Sunday, March 7, 2010

Getting the Best of Me

My family (husband, three kids) and I sat down to watch nearly ten years worth of home movies the other day. A love marathon. It began with our wedding, and then moved quickly on to the kids. They appeared magically into our lives one by one, growing bigger and changing before our eyes by the minute. It was a sweet time for us, reminiscing and laughing and waxing poetic about chubby cheeks and funny firsts. But I was also faced with an ugly reality. In many of the videos, I noticed myself giving irritated glances to the photographer (aka my husband), as if his meticulous documentation of these wonderful years were somehow putting me out. Sure, we women worry about how our hair looks, or if we need a touch up on our lipstick, or the ominous unflattering angle. But to see myself from the other side, giving quick little huffy eyes to my husband, well... yuck.

I turned to him on the couch next to me. "Am I always such a turd?"
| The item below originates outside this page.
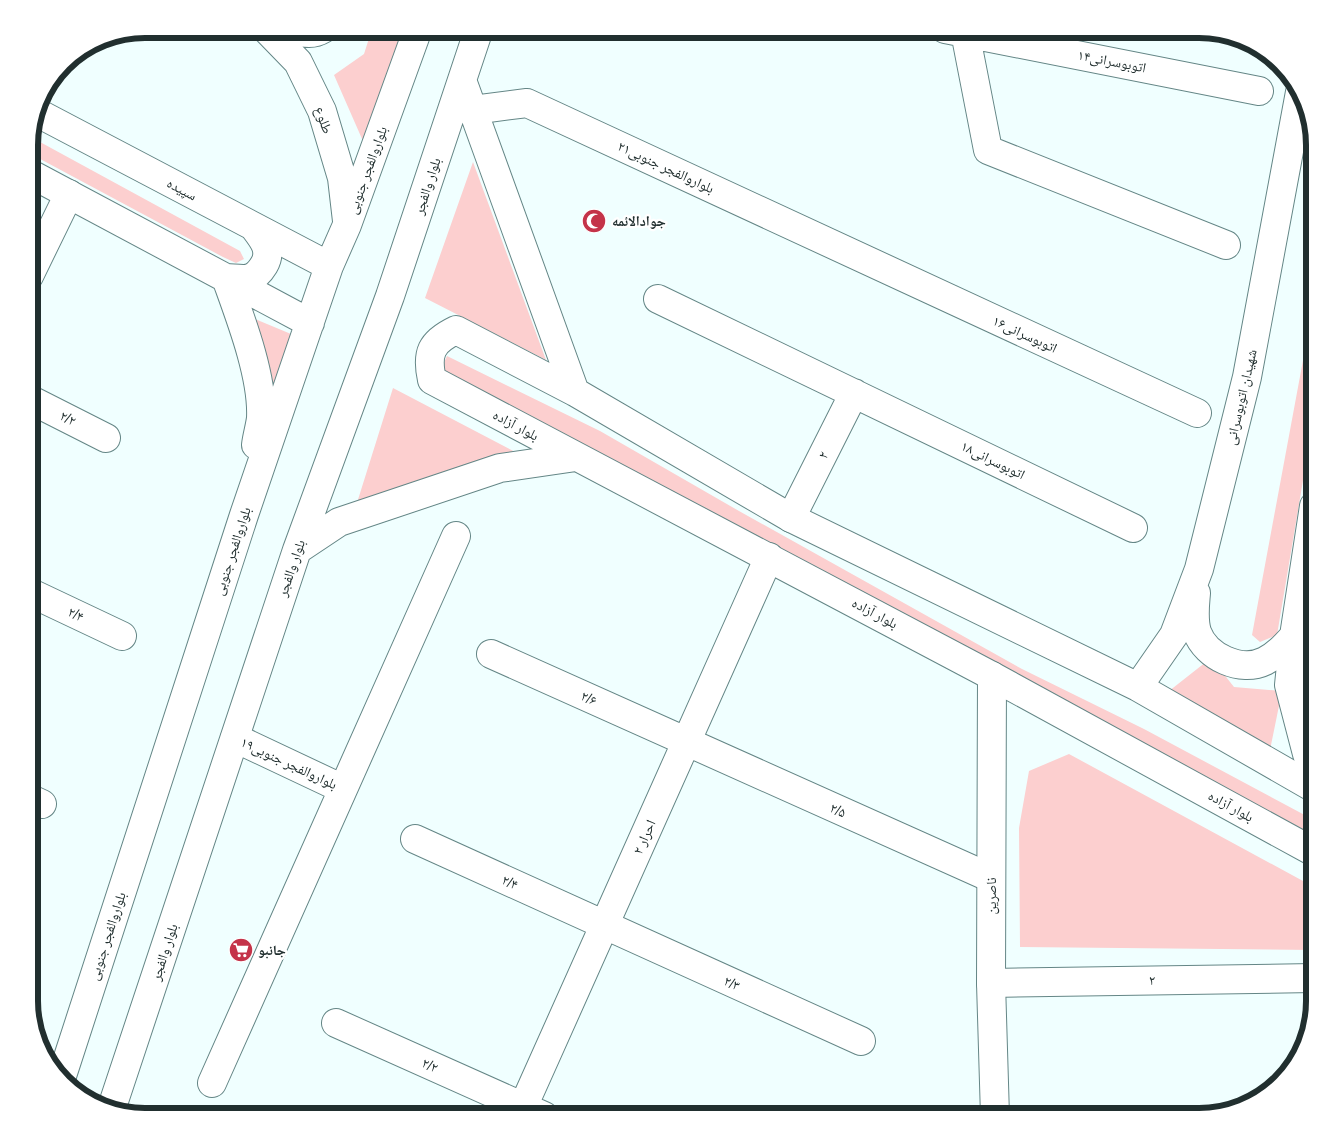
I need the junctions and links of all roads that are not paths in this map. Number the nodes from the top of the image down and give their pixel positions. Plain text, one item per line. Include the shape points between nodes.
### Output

He attempted a quick smile, "Well, yeah." Then quickly thought to ease the blow, "I mean, sometimes. But I love you."

After I smacked him a good one, I softened. "I'm so sorry."

Why do I do that? I know we all do, sometimes. We give our best away, and leave our crappy, raw selves for the people we love the most. Over the next few days, I thought about who I was at home, and what a different person I can be with my friends. I started to wish my husband could see how sweet and caring and hilarious (and humble, too) I am around others.

Isn't that idiotic? Why do we give more to those, who -- quite frankly -- mean less? Why wouldn't my husband get the smoothed over, even-tempered, lovely and charming version of me? Even if only SOMETIMES. I know we get to be 'ourselves' around our spouses. There's a beauty in that, don't get me wrong. But we need... I need... to be careful not to abuse that private privilege. Sometimes, I need to give him -- and my kids too -- the 'me' that I use to charm my coworkers, acquaintances, and even strangers. Imagine that.

Think about it. I am willing to spend the extra fifteen minutes getting ready for a lunch date with a girl friend, and even after the most horrific morning with the kids (c'mon, it happens), I can somehow manage a winning smile and a funny story. So how hard is it, then, before my husband walks in the door after a long day, to at least do a quick fix-up in the mirror and put my attitude in check? It just might remind him that I'm a person who puts out a little extra effort for the ones I love. I do love him so dearly, after all.